There is much uncertainty about where the low fare airline case is headed in Australia even though it is closing in on nine years since Jetstar started services as its first such carrier.
Will the ACCC approve Virgin Australia taking control of Tiger? Does Virgin Australia hope it doesn’t? Might the ACCC approve it and Virgin Australia then let it die? How could the ACCC force Virgin Australia to lose money expanding Tiger’s fleet or cut its own throat try to keep a toxic brand and a dying business model alive?
These are all serious questions, and no claims are being made here as to what the answers will or should be. The issues are genuinely challenging, and what may have been the right answer a few years ago may be a dead set formula for ruin in the next few years, because when people chase value, what they value in air travel may not be what they previously valued.
What was Jetstar supposed to be? Putting aside what it was supposed to do to the Virgins of course, which was to eradicate them from the skies.

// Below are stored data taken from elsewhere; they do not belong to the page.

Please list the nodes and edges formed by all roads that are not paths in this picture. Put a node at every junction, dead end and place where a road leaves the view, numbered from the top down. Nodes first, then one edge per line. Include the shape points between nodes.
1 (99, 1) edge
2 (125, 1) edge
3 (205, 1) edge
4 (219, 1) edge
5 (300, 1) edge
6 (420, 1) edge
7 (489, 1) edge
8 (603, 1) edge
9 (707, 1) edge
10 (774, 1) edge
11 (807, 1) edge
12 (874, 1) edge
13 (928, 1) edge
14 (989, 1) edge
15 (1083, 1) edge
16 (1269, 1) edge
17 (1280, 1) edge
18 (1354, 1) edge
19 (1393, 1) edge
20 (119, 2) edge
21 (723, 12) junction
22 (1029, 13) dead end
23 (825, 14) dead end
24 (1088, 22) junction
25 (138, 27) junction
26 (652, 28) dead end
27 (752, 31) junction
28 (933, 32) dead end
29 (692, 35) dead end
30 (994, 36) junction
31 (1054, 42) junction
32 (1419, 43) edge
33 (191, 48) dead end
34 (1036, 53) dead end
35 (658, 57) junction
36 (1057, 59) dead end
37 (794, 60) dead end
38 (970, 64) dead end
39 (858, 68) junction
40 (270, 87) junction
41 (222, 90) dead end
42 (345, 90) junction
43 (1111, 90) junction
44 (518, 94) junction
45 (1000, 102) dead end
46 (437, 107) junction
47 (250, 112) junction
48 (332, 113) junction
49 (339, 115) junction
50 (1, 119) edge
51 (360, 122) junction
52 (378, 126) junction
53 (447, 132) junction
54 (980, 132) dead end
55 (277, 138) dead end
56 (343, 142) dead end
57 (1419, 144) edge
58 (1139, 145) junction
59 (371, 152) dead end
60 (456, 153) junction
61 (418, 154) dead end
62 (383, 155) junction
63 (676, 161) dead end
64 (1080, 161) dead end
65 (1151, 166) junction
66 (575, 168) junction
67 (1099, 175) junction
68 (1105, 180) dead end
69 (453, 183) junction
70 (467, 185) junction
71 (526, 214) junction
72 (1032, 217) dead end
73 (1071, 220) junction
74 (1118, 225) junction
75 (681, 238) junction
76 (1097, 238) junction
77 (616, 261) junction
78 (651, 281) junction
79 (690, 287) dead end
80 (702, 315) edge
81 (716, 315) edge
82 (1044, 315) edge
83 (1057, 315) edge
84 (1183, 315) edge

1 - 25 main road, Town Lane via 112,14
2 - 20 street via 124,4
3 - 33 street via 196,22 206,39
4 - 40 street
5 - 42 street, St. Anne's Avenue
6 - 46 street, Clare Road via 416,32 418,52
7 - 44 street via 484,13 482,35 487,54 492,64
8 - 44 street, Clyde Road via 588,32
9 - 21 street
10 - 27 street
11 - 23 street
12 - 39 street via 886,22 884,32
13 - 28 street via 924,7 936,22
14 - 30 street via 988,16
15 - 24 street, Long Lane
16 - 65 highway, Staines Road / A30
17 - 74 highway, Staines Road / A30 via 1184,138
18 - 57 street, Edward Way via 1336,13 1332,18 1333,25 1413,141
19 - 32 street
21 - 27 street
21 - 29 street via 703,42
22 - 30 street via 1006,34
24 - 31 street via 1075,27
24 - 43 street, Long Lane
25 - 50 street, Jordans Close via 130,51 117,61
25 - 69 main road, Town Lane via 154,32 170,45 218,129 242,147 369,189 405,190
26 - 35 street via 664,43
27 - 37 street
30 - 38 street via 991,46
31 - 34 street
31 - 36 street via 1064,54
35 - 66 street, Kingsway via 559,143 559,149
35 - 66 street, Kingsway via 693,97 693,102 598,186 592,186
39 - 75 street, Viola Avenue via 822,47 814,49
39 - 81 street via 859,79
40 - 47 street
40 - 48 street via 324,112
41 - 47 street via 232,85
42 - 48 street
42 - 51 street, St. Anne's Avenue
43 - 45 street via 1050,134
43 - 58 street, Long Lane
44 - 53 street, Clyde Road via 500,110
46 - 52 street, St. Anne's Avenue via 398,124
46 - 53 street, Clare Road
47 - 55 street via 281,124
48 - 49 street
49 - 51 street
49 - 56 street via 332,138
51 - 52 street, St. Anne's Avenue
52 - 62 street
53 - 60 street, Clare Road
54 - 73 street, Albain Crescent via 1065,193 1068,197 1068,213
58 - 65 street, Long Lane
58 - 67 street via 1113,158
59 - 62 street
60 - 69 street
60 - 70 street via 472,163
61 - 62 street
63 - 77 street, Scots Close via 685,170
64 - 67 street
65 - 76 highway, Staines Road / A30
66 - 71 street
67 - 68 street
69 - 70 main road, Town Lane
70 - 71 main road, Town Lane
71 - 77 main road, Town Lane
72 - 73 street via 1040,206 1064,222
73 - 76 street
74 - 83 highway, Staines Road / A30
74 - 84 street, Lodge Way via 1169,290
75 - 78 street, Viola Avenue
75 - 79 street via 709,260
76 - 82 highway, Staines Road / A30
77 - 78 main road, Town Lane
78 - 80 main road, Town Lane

Jetstar was supposed to be a very low fare experience, providing lower fares for less room, no service with a capital ‘S’, and providing sustainable air travel to destinations that couldn’t find enough higher paying passengers to make them profitable instead of a drain on the rest of a full service carrier network.
Jetstar would not ‘cannibalise’ the parent full service Qantas brand.
But today Jetstar is in Qantas’s face on key routes like Sydney-Melbourne, which often returns the favour by posting cheaper fares at times than those offered by Jetstar, and it has almost since the day it launched, both curbed the expansionary impulse (!) in the Virgins while giving them a rich new source of disaffected customers vowing never to fly Jetstar again.
Jetstar has also become an international franchise, with mixed results. It is difficult to imagine how it might profitably deploy 14 Boeing 787 on routes where a smaller number of borrowed Qantas A330-200s do not at times seem to be well supported even once the Dreamliners revert to being aircraft rather than an electrical conundrum.
The weak point is that the Jetstar experience is supposed to be acceptable to Qantas full service passengers mid trip and midnight, to complete journeys into Asia or China in particular. Which is nonsensical.
Why would Virgin Australia want to go down the Jetstar route with a controlling stake in Tiger Airways (Australia) other than to make new Virgin Australia Holdings equity partner and part Tiger franchise owner Singapore Airlines happy?
Virgin as Virgin Blue and as Virgin Australia made much of having a one brand strategy in which every flight offered a premium, a mid range value, and a low range price offer to all comers.
But good though both Qantas and Virgin Australia are in terms of lounges, courtesy and (well sometimes) catering, if you are an economy passenger your spatial experience onboard is increasingly one approaching the worst discomforts inflicted in a Tiger or Jetstar cabin.
The more the full service carriers adopt low cost standards of cabin amenity the more damage they do to the consumer value perceptions, a sense of confusion added to when the Qantas fare is actually cheaper than the available Jetstar fare.
However the more Qantas and Virgin Australia improve their economy offers, the more they detract from the salability of their business class products, which while generally outstanding, are falling out of favour among some corporate customers who are punting more of their executives into full fare economy, or even discount economy, aided by all sorts of travel account deals agreed between airline and company.
The end game in all this may be the one that has been played out in Europe and America, where the full service carriers have attacked their customers with so many extra fees or conditions that it is often only possible to make a rational choice between say Ryanair and British Airways by adding up all of the fees you will pay for a particular flight on either (and the pluses and minuses of the airports they use) on a particular day.
There are tipping points coming up in low fare air travel world wide. Once the dominant driver of choice in an expanded air travel market becomes price for say 90% of buyers the question becomes not whether Qantas or Virgin Australia need a second brand like Jetstar or Tiger, but whether the latter operations could afford to support the former.
This occurs despite some city-pairs have uniquely high demands for higher yielding products. Network carriers, like Qantas and Virgin Australia, cannot usually afford the inefficiencies of a handful of specially outfitted jets for routes where demand while strong has been diluted by low cost growth elsewhere.
Ryanair and Southwest, and between 2003-2005, Virgin Blue, demonstrated that the margins on keenly priced air fares could exceed those that could be made off the full apparatus of running incredibly costly but superbly indulgent product offerings like those of Ansett, before it died.
It just went to show that when it came to making money, the bus beat the Royal Barge any day.
For Qantas and Virgin Australia, some doubts must still exist. Is it better to concentrate on one strong brand with something to offer everyone, or have two brands, only one of which will engender any real brand loyalty based on quality?
But surely there would be little doubt as to the main structural benefit of the low fare model, which is the low cost structure. Full service carriers everywhere are adopting low cost ‘efficiencies’. Some of them are embraced by industry professionals, especially if they create faster career paths, or skills developments, or seriously good employee rewards, as happened in Southwest.
However other points of friction have been over safety, pilot training standards, and quality of maintenance. Those are places where if it goes wrong, low cost can cost the customers, and the brand, their lives.